# Exercise input

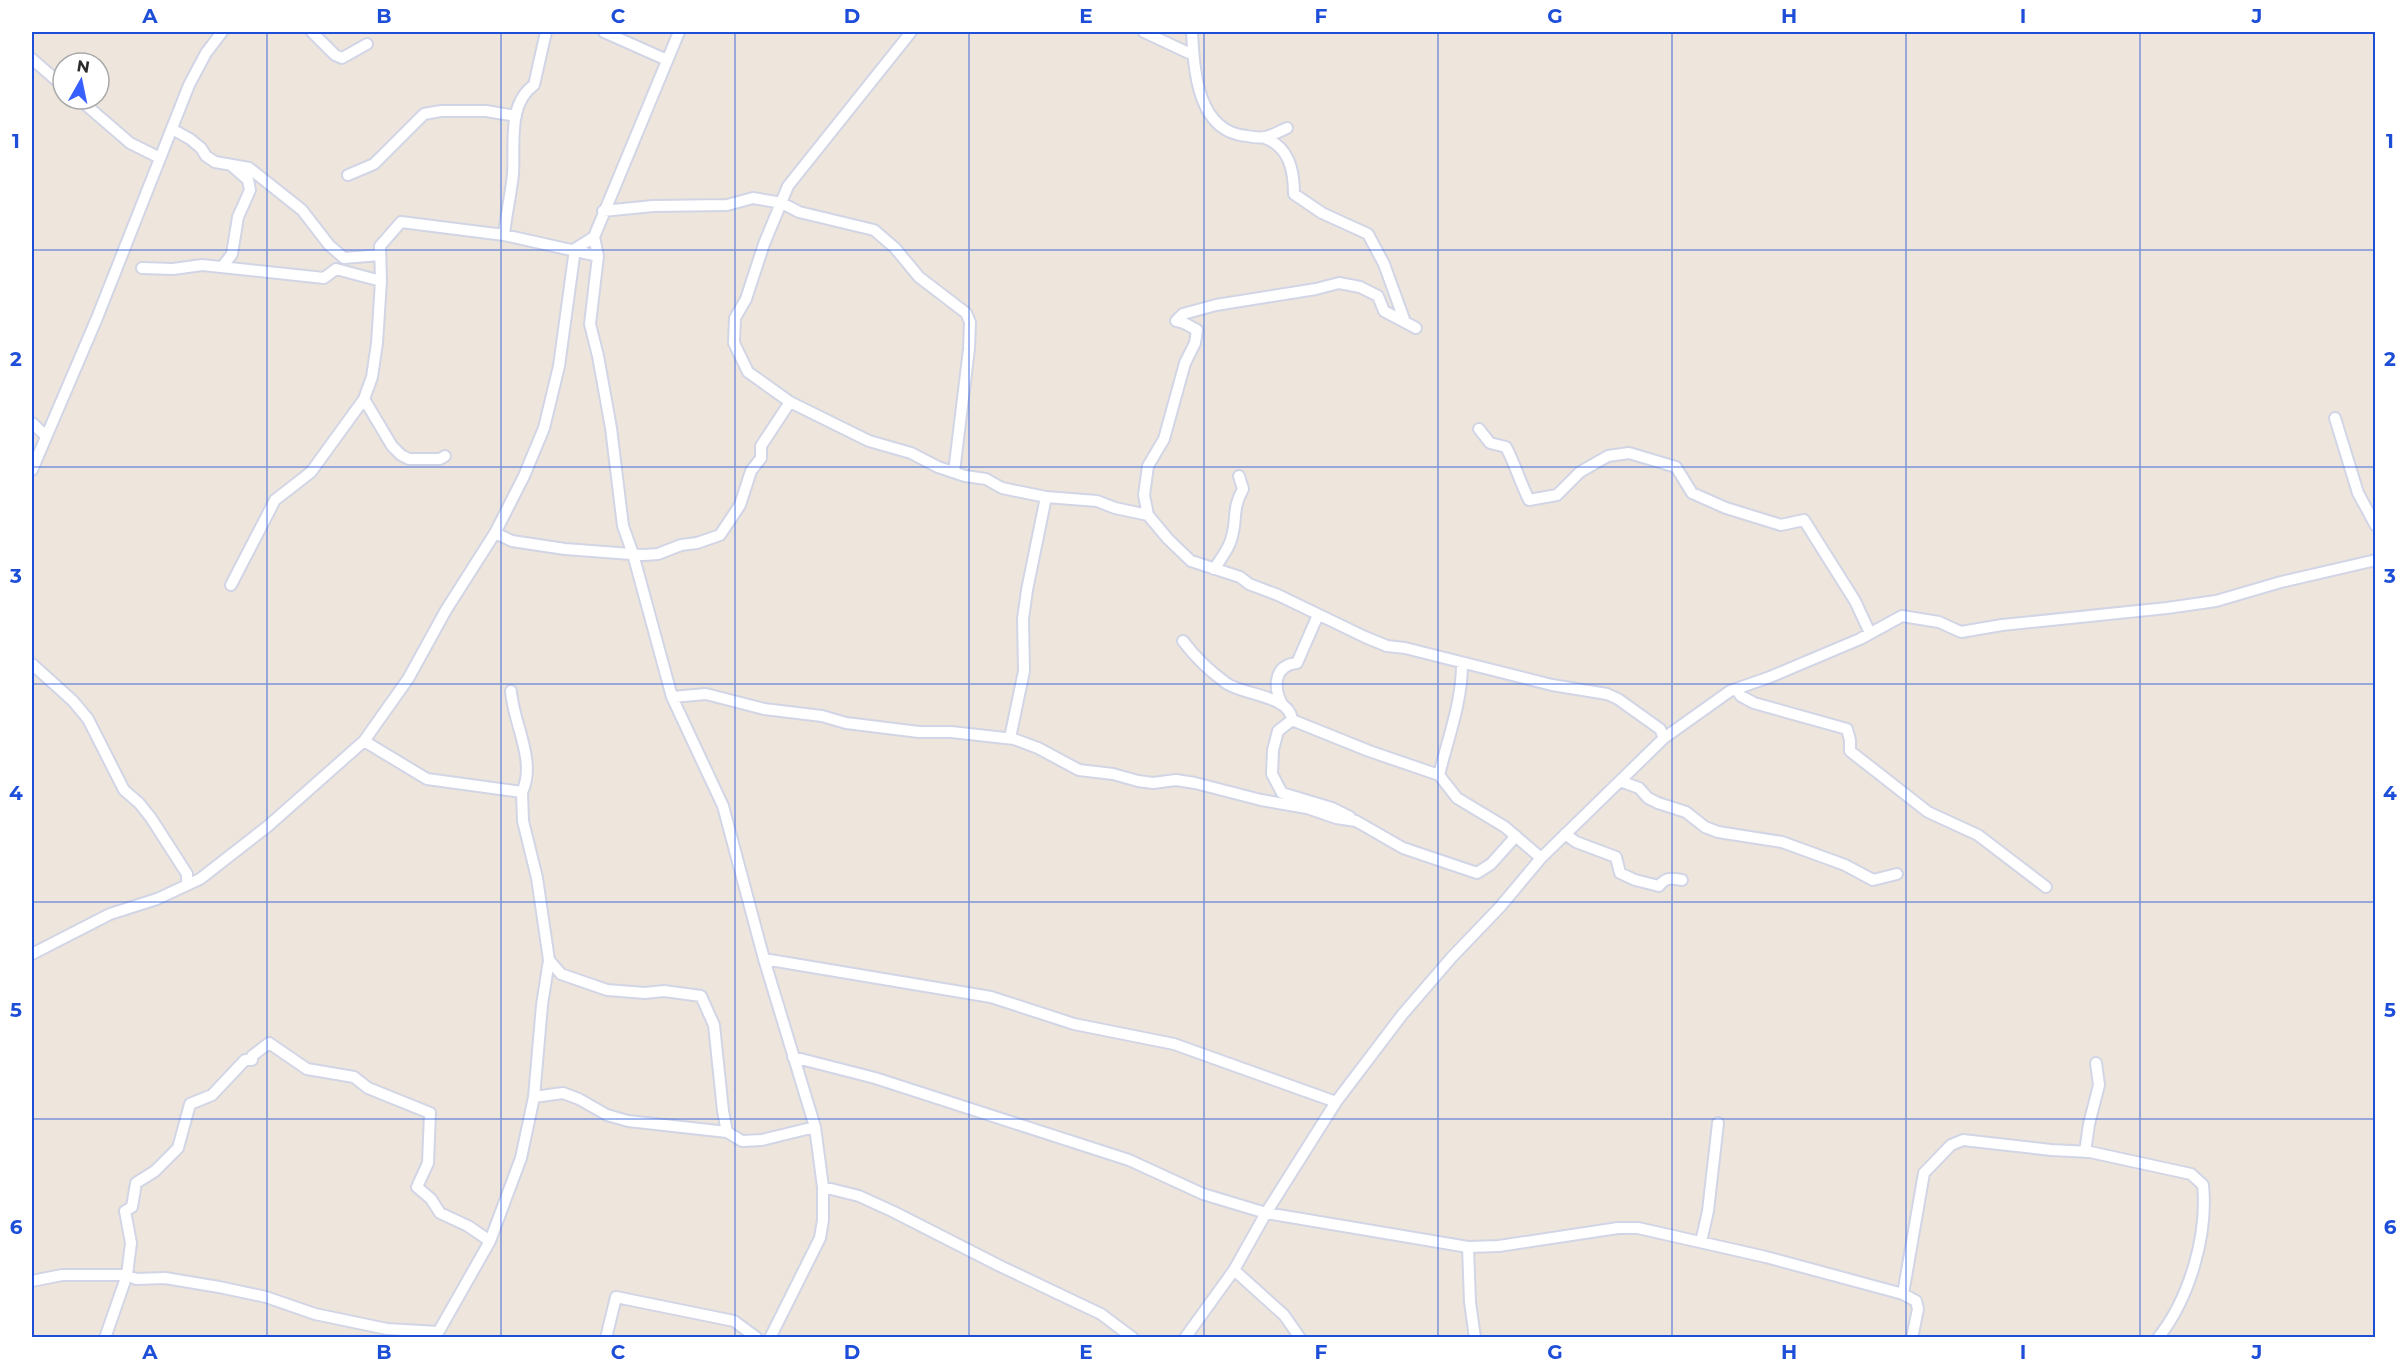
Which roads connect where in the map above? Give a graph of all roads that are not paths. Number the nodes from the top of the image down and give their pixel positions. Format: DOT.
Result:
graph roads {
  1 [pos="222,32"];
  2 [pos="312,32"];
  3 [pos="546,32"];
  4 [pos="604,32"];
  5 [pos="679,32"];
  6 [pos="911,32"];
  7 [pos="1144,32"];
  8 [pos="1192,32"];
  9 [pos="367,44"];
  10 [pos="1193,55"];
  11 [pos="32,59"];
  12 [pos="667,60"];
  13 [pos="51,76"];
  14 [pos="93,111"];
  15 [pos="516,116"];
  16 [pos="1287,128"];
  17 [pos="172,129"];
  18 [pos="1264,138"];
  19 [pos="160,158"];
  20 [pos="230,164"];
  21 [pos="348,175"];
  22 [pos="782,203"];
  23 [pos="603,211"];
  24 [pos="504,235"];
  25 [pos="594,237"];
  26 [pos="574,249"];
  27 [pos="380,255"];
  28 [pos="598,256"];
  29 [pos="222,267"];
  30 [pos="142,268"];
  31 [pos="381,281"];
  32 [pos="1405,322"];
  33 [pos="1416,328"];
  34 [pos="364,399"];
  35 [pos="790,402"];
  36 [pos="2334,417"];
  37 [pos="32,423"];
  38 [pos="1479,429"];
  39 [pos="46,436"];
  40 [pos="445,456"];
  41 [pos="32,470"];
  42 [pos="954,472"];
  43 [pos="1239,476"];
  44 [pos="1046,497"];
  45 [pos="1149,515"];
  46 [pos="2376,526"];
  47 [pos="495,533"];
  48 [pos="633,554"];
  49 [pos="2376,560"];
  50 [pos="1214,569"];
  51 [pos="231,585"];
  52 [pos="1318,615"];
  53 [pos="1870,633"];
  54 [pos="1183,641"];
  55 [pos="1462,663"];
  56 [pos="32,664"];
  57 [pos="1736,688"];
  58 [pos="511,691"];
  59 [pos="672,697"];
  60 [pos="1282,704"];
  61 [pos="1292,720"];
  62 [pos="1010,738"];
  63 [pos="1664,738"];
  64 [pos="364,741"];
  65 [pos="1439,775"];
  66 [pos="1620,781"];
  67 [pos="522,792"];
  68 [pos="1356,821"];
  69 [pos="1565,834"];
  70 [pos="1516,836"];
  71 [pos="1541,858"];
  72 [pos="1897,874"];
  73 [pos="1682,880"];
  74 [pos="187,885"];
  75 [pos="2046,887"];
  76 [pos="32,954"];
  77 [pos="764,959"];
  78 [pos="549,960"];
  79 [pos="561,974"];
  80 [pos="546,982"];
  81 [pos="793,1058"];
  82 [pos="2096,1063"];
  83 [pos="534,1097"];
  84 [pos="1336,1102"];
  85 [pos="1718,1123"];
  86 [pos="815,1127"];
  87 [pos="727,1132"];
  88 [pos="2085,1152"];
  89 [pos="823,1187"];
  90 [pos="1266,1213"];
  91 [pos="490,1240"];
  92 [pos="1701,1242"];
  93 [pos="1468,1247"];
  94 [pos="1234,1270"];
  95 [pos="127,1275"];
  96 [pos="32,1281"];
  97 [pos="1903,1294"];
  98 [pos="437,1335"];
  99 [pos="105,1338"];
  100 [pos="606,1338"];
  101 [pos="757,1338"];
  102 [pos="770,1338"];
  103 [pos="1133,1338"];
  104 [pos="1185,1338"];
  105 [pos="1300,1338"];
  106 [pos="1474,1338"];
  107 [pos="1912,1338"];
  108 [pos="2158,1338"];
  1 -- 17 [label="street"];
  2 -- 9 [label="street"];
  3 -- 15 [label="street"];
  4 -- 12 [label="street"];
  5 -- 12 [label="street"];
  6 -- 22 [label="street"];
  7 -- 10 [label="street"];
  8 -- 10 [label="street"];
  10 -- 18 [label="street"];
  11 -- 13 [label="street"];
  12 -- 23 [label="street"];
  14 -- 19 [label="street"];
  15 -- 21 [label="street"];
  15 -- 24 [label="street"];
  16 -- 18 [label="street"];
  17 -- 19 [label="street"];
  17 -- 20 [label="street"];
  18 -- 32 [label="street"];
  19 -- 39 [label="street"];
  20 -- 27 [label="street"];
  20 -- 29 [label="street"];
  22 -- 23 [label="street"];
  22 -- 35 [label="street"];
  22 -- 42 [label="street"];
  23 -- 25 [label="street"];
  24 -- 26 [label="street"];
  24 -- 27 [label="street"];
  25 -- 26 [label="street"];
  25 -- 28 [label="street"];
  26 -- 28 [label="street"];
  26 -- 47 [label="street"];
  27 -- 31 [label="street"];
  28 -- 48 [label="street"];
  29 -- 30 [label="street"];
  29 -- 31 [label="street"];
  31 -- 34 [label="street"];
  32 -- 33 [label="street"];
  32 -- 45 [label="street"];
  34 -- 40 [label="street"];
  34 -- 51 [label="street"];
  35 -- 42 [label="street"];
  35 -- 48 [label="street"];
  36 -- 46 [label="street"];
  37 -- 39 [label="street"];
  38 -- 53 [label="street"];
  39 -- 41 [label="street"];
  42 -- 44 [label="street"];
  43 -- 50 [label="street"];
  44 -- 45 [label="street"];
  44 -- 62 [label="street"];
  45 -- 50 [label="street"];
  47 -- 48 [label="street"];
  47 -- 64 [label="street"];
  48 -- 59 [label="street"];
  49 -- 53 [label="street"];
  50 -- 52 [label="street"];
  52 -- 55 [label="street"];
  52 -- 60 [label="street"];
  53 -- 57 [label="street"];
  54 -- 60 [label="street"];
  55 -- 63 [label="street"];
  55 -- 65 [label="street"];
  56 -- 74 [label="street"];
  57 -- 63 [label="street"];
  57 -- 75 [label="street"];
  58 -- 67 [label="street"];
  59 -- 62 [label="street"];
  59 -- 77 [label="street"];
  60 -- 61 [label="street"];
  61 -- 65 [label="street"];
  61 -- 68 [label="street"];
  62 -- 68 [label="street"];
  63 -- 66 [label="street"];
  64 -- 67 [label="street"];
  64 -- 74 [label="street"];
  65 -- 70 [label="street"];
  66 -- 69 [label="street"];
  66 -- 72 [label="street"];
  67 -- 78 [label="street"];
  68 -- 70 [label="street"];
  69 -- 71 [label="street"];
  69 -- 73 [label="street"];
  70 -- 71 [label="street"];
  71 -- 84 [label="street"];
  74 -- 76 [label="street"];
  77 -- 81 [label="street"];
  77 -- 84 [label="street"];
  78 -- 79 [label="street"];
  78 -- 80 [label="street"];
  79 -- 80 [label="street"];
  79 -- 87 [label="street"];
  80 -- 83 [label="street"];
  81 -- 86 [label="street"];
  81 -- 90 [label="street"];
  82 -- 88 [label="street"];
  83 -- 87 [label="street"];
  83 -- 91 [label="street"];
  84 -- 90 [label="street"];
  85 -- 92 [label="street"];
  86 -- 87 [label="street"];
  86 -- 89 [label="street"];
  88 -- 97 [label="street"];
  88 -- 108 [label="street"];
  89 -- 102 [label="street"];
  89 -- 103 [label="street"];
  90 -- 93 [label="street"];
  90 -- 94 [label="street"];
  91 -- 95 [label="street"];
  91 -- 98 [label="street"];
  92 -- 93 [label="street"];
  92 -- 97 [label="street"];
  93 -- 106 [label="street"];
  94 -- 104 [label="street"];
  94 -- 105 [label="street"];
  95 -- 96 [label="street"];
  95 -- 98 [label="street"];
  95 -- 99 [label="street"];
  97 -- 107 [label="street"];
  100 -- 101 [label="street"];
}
==
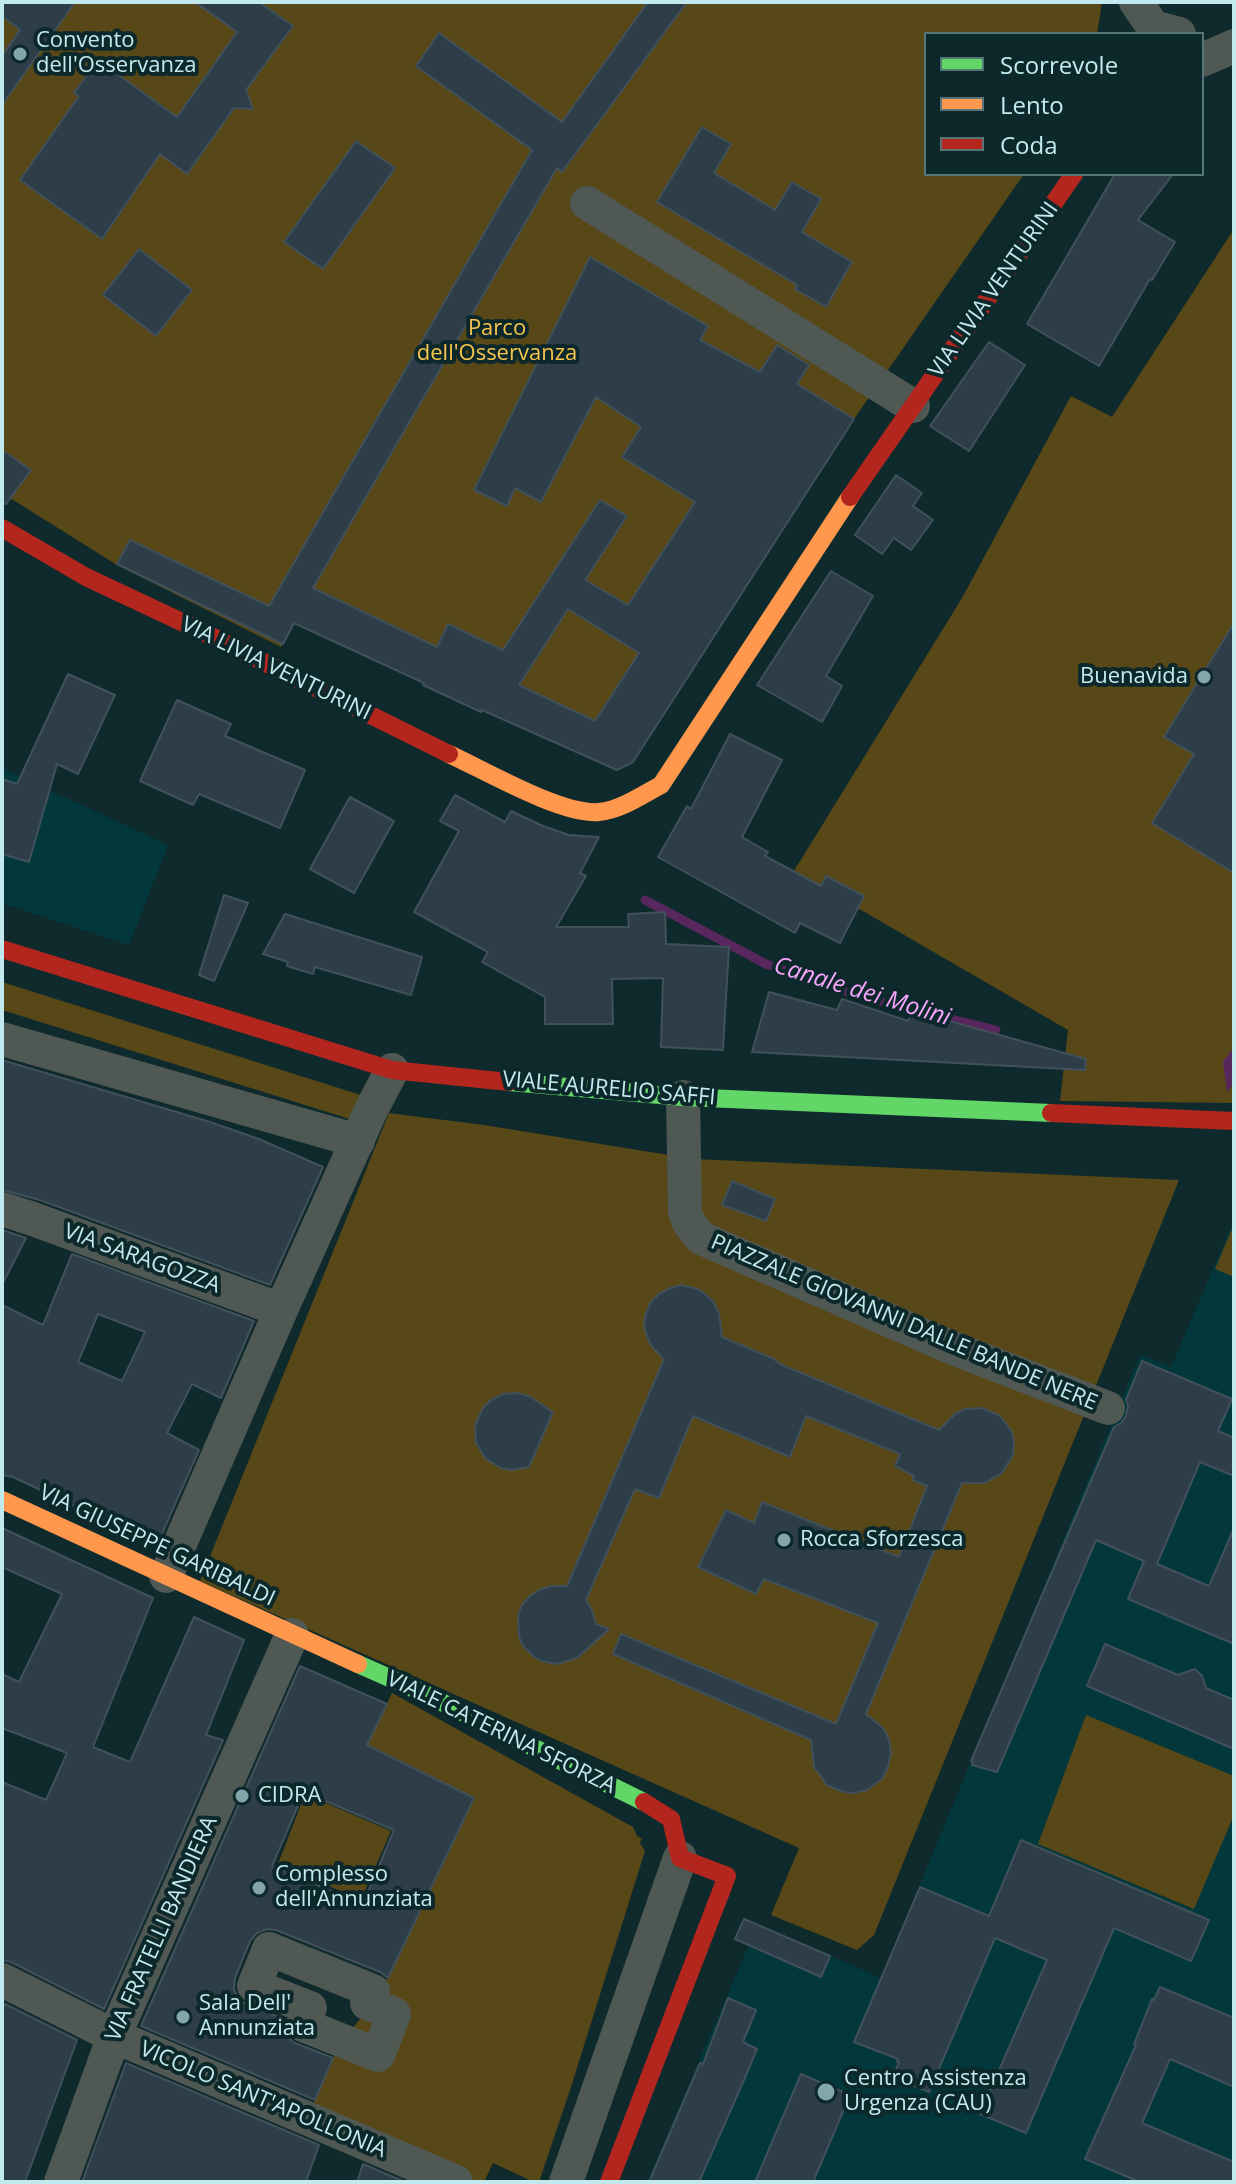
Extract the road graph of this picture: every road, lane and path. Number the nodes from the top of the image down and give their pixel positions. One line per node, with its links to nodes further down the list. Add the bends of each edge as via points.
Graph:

# Problem to work on
State how many lines of the entries above include the string "give". The reply is that number alone.

# Result for this exercise
2